Вскоре она опять оказалась у окна и произнесла тихо и печально:

— Я позвала бы тебя в дом, но Фебиций замкнул дверь. Я совсем одна. Подержи бутылку, а я налью через окно вина из кувшина.

С этими словами она наклонилась к большому сосуду. Силы было у нее довольно, но кувшин показался ей сегодня не таким легким, как в другие дни, и она сказала с вздохом:

— Амфора слишком тяжела для меня.

Он протянул руку к окну; опять ее пальцы коснулись его руки, и опять он почувствовал тот трепет неги, который вспоминался ему день и ночь, с тех пор как он испытал его в первый раз.

В это мгновение раздался шум в доме сенатора. Рабы встали из-за ужина.

Сирона поняла, в чем дело.

Она испугалась и воскликнула, указывая со страхом на дверь сенатора:

— Ради всех богов, они идут, и если тебя здесь увидят, то я погибла!

Ермий повернулся в направлении того дома, окинул быстрым взглядом весь двор и, увидя, что никак не скрыться от приближающихся людей Петра, крикнул Сироне повелительно:

— Отойди! — И прыгнул через окно в комнату.

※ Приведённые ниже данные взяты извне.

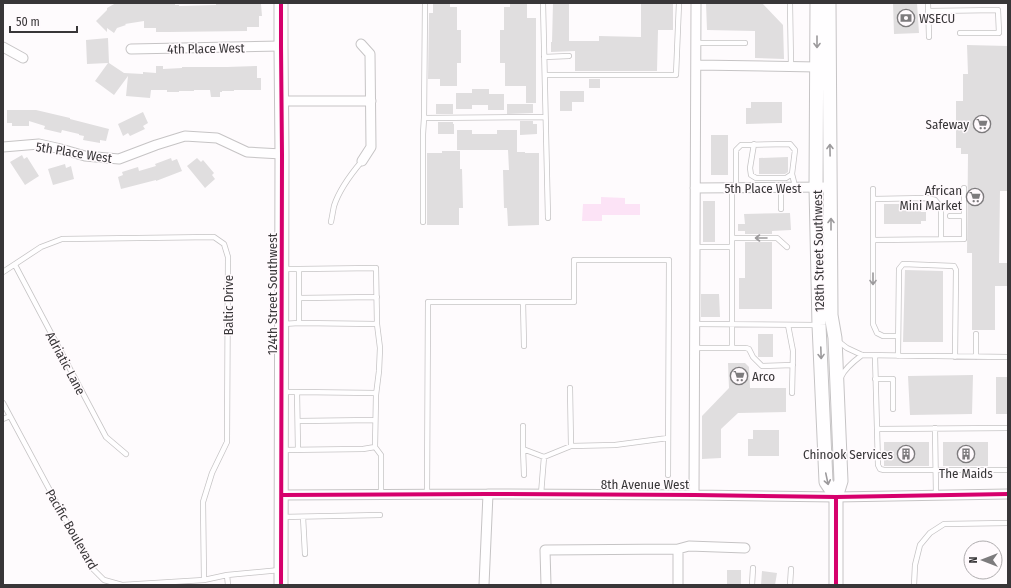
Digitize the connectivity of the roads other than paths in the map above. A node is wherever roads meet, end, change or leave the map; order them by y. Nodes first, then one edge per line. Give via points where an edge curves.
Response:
1 (281, 3) edge
2 (425, 3) edge
3 (543, 3) edge
4 (679, 3) edge
5 (696, 3) edge
6 (790, 3) edge
7 (817, 3) edge
8 (830, 3) edge
9 (928, 3) edge
10 (998, 3) edge
11 (998, 10) junction
12 (929, 12) junction
13 (960, 33) dead end
14 (929, 37) dead end
15 (696, 43) junction
16 (361, 44) dead end
17 (745, 44) dead end
18 (281, 46) junction
19 (3, 47) edge
20 (132, 49) dead end
21 (544, 56) junction
22 (569, 56) dead end
23 (23, 58) dead end
24 (696, 65) junction
25 (790, 67) junction
26 (817, 67) junction
27 (545, 75) junction
28 (282, 101) junction
29 (371, 101) junction
30 (545, 117) junction
31 (424, 118) junction
32 (754, 144) junction
33 (3, 147) edge
34 (282, 154) junction
35 (362, 161) joint
36 (792, 174) junction
37 (831, 187) junction
38 (695, 188) junction
39 (734, 188) junction
40 (781, 188) junction
41 (794, 188) junction
42 (816, 188) junction
43 (964, 188) dead end
44 (873, 189) dead end
45 (873, 199) junction
46 (781, 209) dead end
47 (950, 216) dead end
48 (964, 216) junction
49 (548, 218) dead end
50 (331, 222) dead end
51 (422, 222) dead end
52 (732, 238) junction
53 (941, 239) junction
54 (873, 240) junction
55 (695, 247) junction
56 (732, 247) junction
57 (787, 247) dead end
58 (15, 265) junction
59 (282, 269) junction
60 (299, 269) junction
61 (3, 272) edge
62 (377, 297) junction
63 (299, 298) junction
64 (523, 302) junction
65 (299, 323) junction
66 (282, 324) junction
67 (377, 324) junction
68 (695, 324) junction
69 (732, 324) junction
70 (788, 325) junction
71 (819, 325) junction
72 (976, 334) dead end
73 (898, 336) junction
74 (835, 338) junction
75 (524, 346) dead end
76 (694, 348) junction
77 (732, 348) junction
78 (862, 356) junction
79 (875, 356) junction
80 (898, 356) junction
81 (955, 357) junction
82 (976, 357) junction
83 (1008, 357) edge
84 (793, 365) junction
85 (876, 379) junction
86 (837, 384) junction
87 (570, 388) dead end
88 (282, 392) junction
89 (297, 392) junction
90 (376, 393) junction
91 (792, 393) dead end
92 (3, 403) edge
93 (893, 409) dead end
94 (10, 416) junction
95 (3, 419) edge
96 (375, 420) junction
97 (298, 421) junction
98 (523, 426) dead end
99 (935, 428) junction
100 (1008, 428) edge
101 (877, 429) junction
102 (668, 438) junction
103 (571, 446) junction
104 (375, 447) junction
105 (523, 449) junction
106 (282, 450) junction
107 (298, 450) junction
108 (126, 454) dead end
109 (544, 457) junction
110 (935, 470) junction
111 (1008, 470) edge
112 (524, 475) dead end
113 (668, 475) dead end
114 (488, 494) junction
115 (541, 494) junction
116 (1008, 494) edge
117 (282, 495) junction
118 (381, 495) junction
119 (427, 495) junction
120 (694, 495) junction
121 (936, 495) junction
122 (836, 497) junction
123 (380, 515) dead end
124 (282, 517) junction
125 (303, 517) junction
126 (1008, 523) edge
127 (745, 548) dead end
128 (678, 549) junction
129 (305, 554) dead end
130 (753, 568) dead end
131 (282, 569) junction
132 (791, 569) dead end
133 (227, 575) junction
134 (204, 580) junction
135 (228, 585) edge
136 (281, 585) edge
137 (484, 585) edge
138 (546, 585) edge
139 (678, 585) edge
140 (752, 585) edge
141 (790, 585) edge
142 (836, 585) edge
143 (914, 585) edge

1 - 18 main road, 124th Street Southwest
2 - 31 lane
3 - 21 lane
4 - 27 lane via 676,75
5 - 15 street
6 - 25 lane
7 -> 26 main road, 128th Street Southwest
37 -> 8 main road, 128th Street Southwest
9 - 12 lane
10 - 11 lane
11 - 12 lane
11 - 13 lane via 998,33
12 - 14 lane
15 - 17 lane
15 - 24 street
16 - 29 street via 370,54
18 - 20 street, 4th Place West
18 - 28 main road, 124th Street Southwest
19 - 23 street
21 - 22 lane
21 - 27 lane
24 - 25 street
24 - 38 street
25 - 26 street
26 - 42 main road, 128th Street Southwest
27 - 30 lane
28 - 29 street
28 - 34 main road, 124th Street Southwest
29 - 35 street via 371,147
30 - 31 lane
30 - 49 lane
31 - 51 lane
32 - 36 lane via 790,144 795,150
32 - 36 lane via 751,175 756,178 786,178
32 - 39 lane via 741,145 736,150
33 - 34 street, 5th Place West via 39,144 85,156 119,160 185,136 217,138 246,152
34 - 59 main road, 124th Street Southwest
35 - 50 lane via 336,201
36 - 41 lane
37 - 42 street, 5th Place West
74 -> 37 main road, 128th Street Southwest via 831,315
38 - 39 street, 5th Place West
38 - 55 street
39 - 40 street, 5th Place West
39 - 52 lane
40 - 41 street, 5th Place West
40 - 46 lane
41 - 42 street, 5th Place West
42 - 71 main road, 128th Street Southwest
43 - 48 lane
44 - 45 lane
45 - 53 lane via 935,200 941,207
45 - 54 lane
47 - 48 lane
48 - 53 lane via 964,239
52 - 56 lane
57 -> 52 lane via 777,238
53 - 54 lane
54 -> 73 lane via 873,324 877,333
55 - 56 lane
55 - 68 street
56 - 69 lane
58 - 61 lane
58 - 108 lane, Adriatic Lane via 106,437
58 - 134 lane, Baltic Drive via 41,247 62,239 214,237 224,244 228,257 227,442 212,473 203,502
59 - 60 lane
59 - 66 main road, 124th Street Southwest
60 - 62 lane via 376,268
60 - 63 lane
62 - 63 lane
62 - 67 lane
63 - 65 lane
64 - 75 lane
64 - 102 lane via 574,302 574,260 669,260
64 - 119 lane via 428,302
65 - 66 lane
65 - 67 lane
66 - 88 main road, 124th Street Southwest
67 - 90 lane via 380,348
68 - 69 lane
68 - 76 street
69 - 70 lane
69 - 77 lane
70 - 71 lane
70 - 84 lane
71 -> 122 main road, 128th Street Southwest via 826,482
72 - 82 lane
73 - 80 lane
73 - 81 lane via 899,270 903,264 954,266
74 - 78 lane
74 - 86 main road, 128th Street Southwest
76 - 77 lane
76 - 120 street
77 - 84 lane via 749,349 762,366
78 - 79 lane
78 - 86 lane via 843,372
79 - 80 lane
79 - 85 lane
80 - 81 lane
81 - 82 lane
82 - 83 lane
84 - 91 lane
85 - 93 lane via 893,379
85 - 101 lane
86 - 122 main road, 128th Street Southwest via 841,481
87 - 103 lane
88 - 89 lane
88 - 106 main road, 124th Street Southwest
89 - 90 lane
89 - 97 lane
90 - 96 lane
92 - 94 lane, Pacific Boulevard
94 - 95 lane
94 - 134 lane, Pacific Boulevard via 90,567 104,580 122,585
96 - 97 lane
96 - 104 lane
97 - 107 lane
98 - 105 lane
99 - 100 lane
99 - 101 lane
99 - 110 lane
101 - 110 lane via 880,469
102 - 103 lane via 614,445
102 - 113 lane
103 - 109 lane
104 - 107 lane
104 - 118 lane via 381,455
105 - 109 lane
105 - 112 lane
106 - 107 lane
106 - 117 main road, 124th Street Southwest
109 - 115 lane
110 - 111 lane
110 - 121 lane
114 - 115 street, 8th Avenue West
114 - 119 street, 8th Avenue West
114 - 137 street
115 - 120 street, 8th Avenue West
116 - 121 street, 8th Avenue West
117 - 118 street, 8th Avenue West
117 - 124 main road, 124th Street Southwest
118 - 119 street, 8th Avenue West
120 - 122 street, 8th Avenue West
121 - 122 street, 8th Avenue West
122 - 142 main road, 128th Street Southwest
123 - 125 lane
124 - 125 lane
124 - 131 main road, 124th Street Southwest
125 - 129 lane
126 - 143 lane via 944,524 930,533 920,545 915,564
127 - 128 street via 689,546
128 - 138 street via 545,550
128 - 139 street
130 - 140 lane
131 - 133 lane, Pacific Boulevard
131 - 136 main road, 124th Street Southwest
132 - 141 lane
133 - 134 lane, Pacific Boulevard
133 - 135 lane

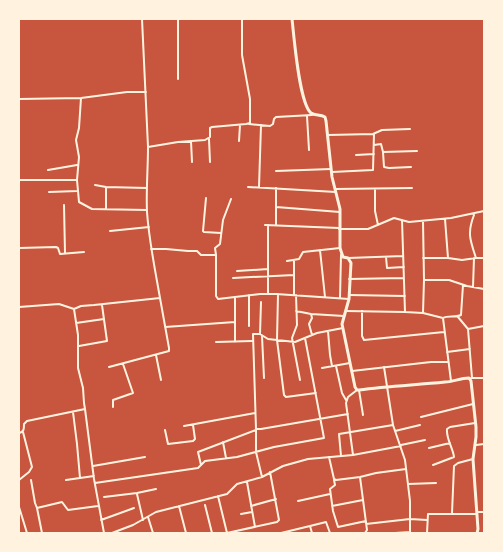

В ту же минуту отворилась дверь сенаторского дома и рабы высыпали во двор.

Впереди всех Мириам, которая тотчас же пытливо оглядела весь обширный двор, с видом ожидания, но и разочарования.

Его не было нигде, и все же она ведь слышала, как он вошел, и калитка не открывалась и не закрывалась вторично; это она знала с полной уверенностью.

Некоторые из рабов разошлись по конюшням и хлевам, другие вышли за ворота на улицу, чтобы подышать вечерней свежестью.